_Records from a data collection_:
=======

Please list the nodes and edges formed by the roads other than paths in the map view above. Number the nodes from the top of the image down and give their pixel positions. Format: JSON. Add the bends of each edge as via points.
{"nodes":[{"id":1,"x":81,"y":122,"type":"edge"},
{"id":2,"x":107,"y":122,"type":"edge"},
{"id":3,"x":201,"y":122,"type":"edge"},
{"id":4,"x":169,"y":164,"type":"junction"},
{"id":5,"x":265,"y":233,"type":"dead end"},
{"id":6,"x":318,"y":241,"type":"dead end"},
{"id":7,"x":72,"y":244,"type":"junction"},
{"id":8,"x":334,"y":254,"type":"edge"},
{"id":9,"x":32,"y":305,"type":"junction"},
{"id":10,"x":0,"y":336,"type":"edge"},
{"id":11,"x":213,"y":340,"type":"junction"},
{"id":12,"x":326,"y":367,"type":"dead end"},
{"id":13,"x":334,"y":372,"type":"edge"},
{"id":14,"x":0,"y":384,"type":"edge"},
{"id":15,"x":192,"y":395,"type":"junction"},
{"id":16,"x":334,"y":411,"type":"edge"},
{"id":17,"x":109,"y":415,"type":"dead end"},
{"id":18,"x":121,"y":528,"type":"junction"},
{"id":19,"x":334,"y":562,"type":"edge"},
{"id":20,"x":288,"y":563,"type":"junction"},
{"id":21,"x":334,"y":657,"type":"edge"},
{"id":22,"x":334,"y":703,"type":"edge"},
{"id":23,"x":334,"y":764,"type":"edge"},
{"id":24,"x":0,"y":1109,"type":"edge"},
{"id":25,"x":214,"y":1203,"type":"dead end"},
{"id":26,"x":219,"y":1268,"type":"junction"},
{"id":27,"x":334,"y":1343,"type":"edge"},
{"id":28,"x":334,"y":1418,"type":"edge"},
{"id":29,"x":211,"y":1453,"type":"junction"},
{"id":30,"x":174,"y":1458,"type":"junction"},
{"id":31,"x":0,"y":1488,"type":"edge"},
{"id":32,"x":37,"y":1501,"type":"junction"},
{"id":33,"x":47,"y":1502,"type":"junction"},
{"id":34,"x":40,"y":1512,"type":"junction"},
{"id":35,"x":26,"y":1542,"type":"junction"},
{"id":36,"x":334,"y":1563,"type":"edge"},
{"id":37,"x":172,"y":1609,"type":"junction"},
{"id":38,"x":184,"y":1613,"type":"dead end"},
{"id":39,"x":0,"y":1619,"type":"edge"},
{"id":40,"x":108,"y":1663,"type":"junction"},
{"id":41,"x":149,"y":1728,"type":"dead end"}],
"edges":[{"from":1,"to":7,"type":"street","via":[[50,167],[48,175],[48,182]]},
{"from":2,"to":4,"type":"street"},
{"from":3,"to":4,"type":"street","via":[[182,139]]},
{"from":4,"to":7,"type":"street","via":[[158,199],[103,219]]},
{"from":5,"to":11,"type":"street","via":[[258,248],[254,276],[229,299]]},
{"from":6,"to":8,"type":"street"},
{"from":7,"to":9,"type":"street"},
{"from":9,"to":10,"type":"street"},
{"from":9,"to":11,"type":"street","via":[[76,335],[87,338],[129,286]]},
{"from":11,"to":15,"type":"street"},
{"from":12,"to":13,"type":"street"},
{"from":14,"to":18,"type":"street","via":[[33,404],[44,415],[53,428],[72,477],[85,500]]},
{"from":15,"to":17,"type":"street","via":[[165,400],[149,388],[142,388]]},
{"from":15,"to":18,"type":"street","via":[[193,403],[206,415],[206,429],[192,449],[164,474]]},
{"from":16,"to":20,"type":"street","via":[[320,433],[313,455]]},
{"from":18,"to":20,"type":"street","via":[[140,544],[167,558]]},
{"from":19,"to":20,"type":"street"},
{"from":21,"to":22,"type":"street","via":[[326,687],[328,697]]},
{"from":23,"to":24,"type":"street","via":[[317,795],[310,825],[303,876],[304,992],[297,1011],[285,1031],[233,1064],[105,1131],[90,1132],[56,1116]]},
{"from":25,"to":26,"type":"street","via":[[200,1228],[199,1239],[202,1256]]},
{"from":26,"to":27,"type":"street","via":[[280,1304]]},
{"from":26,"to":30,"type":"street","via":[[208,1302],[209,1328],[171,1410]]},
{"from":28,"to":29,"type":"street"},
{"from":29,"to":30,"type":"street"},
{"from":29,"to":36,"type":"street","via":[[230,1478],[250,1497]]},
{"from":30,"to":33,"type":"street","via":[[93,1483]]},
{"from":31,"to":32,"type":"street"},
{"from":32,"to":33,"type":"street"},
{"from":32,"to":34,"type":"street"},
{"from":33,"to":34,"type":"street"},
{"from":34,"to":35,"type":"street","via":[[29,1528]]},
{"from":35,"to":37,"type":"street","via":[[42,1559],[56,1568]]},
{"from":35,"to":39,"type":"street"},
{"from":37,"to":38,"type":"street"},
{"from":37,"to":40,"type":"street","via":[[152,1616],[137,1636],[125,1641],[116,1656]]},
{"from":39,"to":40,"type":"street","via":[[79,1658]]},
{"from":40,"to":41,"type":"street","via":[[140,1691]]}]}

=======

_Instructions for the task_:
Reproduce all of the data exactly as given.

_Task result_:
Please list the nodes and edges formed by the roads other than paths in the map view above. Number the nodes from the top of the image down and give their pixel positions. Format: JSON. Add the bends of each edge as via points.
{"nodes":[{"id":1,"x":81,"y":122,"type":"edge"},
{"id":2,"x":107,"y":122,"type":"edge"},
{"id":3,"x":201,"y":122,"type":"edge"},
{"id":4,"x":169,"y":164,"type":"junction"},
{"id":5,"x":265,"y":233,"type":"dead end"},
{"id":6,"x":318,"y":241,"type":"dead end"},
{"id":7,"x":72,"y":244,"type":"junction"},
{"id":8,"x":334,"y":254,"type":"edge"},
{"id":9,"x":32,"y":305,"type":"junction"},
{"id":10,"x":0,"y":336,"type":"edge"},
{"id":11,"x":213,"y":340,"type":"junction"},
{"id":12,"x":326,"y":367,"type":"dead end"},
{"id":13,"x":334,"y":372,"type":"edge"},
{"id":14,"x":0,"y":384,"type":"edge"},
{"id":15,"x":192,"y":395,"type":"junction"},
{"id":16,"x":334,"y":411,"type":"edge"},
{"id":17,"x":109,"y":415,"type":"dead end"},
{"id":18,"x":121,"y":528,"type":"junction"},
{"id":19,"x":334,"y":562,"type":"edge"},
{"id":20,"x":288,"y":563,"type":"junction"},
{"id":21,"x":334,"y":657,"type":"edge"},
{"id":22,"x":334,"y":703,"type":"edge"},
{"id":23,"x":334,"y":764,"type":"edge"},
{"id":24,"x":0,"y":1109,"type":"edge"},
{"id":25,"x":214,"y":1203,"type":"dead end"},
{"id":26,"x":219,"y":1268,"type":"junction"},
{"id":27,"x":334,"y":1343,"type":"edge"},
{"id":28,"x":334,"y":1418,"type":"edge"},
{"id":29,"x":211,"y":1453,"type":"junction"},
{"id":30,"x":174,"y":1458,"type":"junction"},
{"id":31,"x":0,"y":1488,"type":"edge"},
{"id":32,"x":37,"y":1501,"type":"junction"},
{"id":33,"x":47,"y":1502,"type":"junction"},
{"id":34,"x":40,"y":1512,"type":"junction"},
{"id":35,"x":26,"y":1542,"type":"junction"},
{"id":36,"x":334,"y":1563,"type":"edge"},
{"id":37,"x":172,"y":1609,"type":"junction"},
{"id":38,"x":184,"y":1613,"type":"dead end"},
{"id":39,"x":0,"y":1619,"type":"edge"},
{"id":40,"x":108,"y":1663,"type":"junction"},
{"id":41,"x":149,"y":1728,"type":"dead end"}],
"edges":[{"from":1,"to":7,"type":"street","via":[[50,167],[48,175],[48,182]]},
{"from":2,"to":4,"type":"street"},
{"from":3,"to":4,"type":"street","via":[[182,139]]},
{"from":4,"to":7,"type":"street","via":[[158,199],[103,219]]},
{"from":5,"to":11,"type":"street","via":[[258,248],[254,276],[229,299]]},
{"from":6,"to":8,"type":"street"},
{"from":7,"to":9,"type":"street"},
{"from":9,"to":10,"type":"street"},
{"from":9,"to":11,"type":"street","via":[[76,335],[87,338],[129,286]]},
{"from":11,"to":15,"type":"street"},
{"from":12,"to":13,"type":"street"},
{"from":14,"to":18,"type":"street","via":[[33,404],[44,415],[53,428],[72,477],[85,500]]},
{"from":15,"to":17,"type":"street","via":[[165,400],[149,388],[142,388]]},
{"from":15,"to":18,"type":"street","via":[[193,403],[206,415],[206,429],[192,449],[164,474]]},
{"from":16,"to":20,"type":"street","via":[[320,433],[313,455]]},
{"from":18,"to":20,"type":"street","via":[[140,544],[167,558]]},
{"from":19,"to":20,"type":"street"},
{"from":21,"to":22,"type":"street","via":[[326,687],[328,697]]},
{"from":23,"to":24,"type":"street","via":[[317,795],[310,825],[303,876],[304,992],[297,1011],[285,1031],[233,1064],[105,1131],[90,1132],[56,1116]]},
{"from":25,"to":26,"type":"street","via":[[200,1228],[199,1239],[202,1256]]},
{"from":26,"to":27,"type":"street","via":[[280,1304]]},
{"from":26,"to":30,"type":"street","via":[[208,1302],[209,1328],[171,1410]]},
{"from":28,"to":29,"type":"street"},
{"from":29,"to":30,"type":"street"},
{"from":29,"to":36,"type":"street","via":[[230,1478],[250,1497]]},
{"from":30,"to":33,"type":"street","via":[[93,1483]]},
{"from":31,"to":32,"type":"street"},
{"from":32,"to":33,"type":"street"},
{"from":32,"to":34,"type":"street"},
{"from":33,"to":34,"type":"street"},
{"from":34,"to":35,"type":"street","via":[[29,1528]]},
{"from":35,"to":37,"type":"street","via":[[42,1559],[56,1568]]},
{"from":35,"to":39,"type":"street"},
{"from":37,"to":38,"type":"street"},
{"from":37,"to":40,"type":"street","via":[[152,1616],[137,1636],[125,1641],[116,1656]]},
{"from":39,"to":40,"type":"street","via":[[79,1658]]},
{"from":40,"to":41,"type":"street","via":[[140,1691]]}]}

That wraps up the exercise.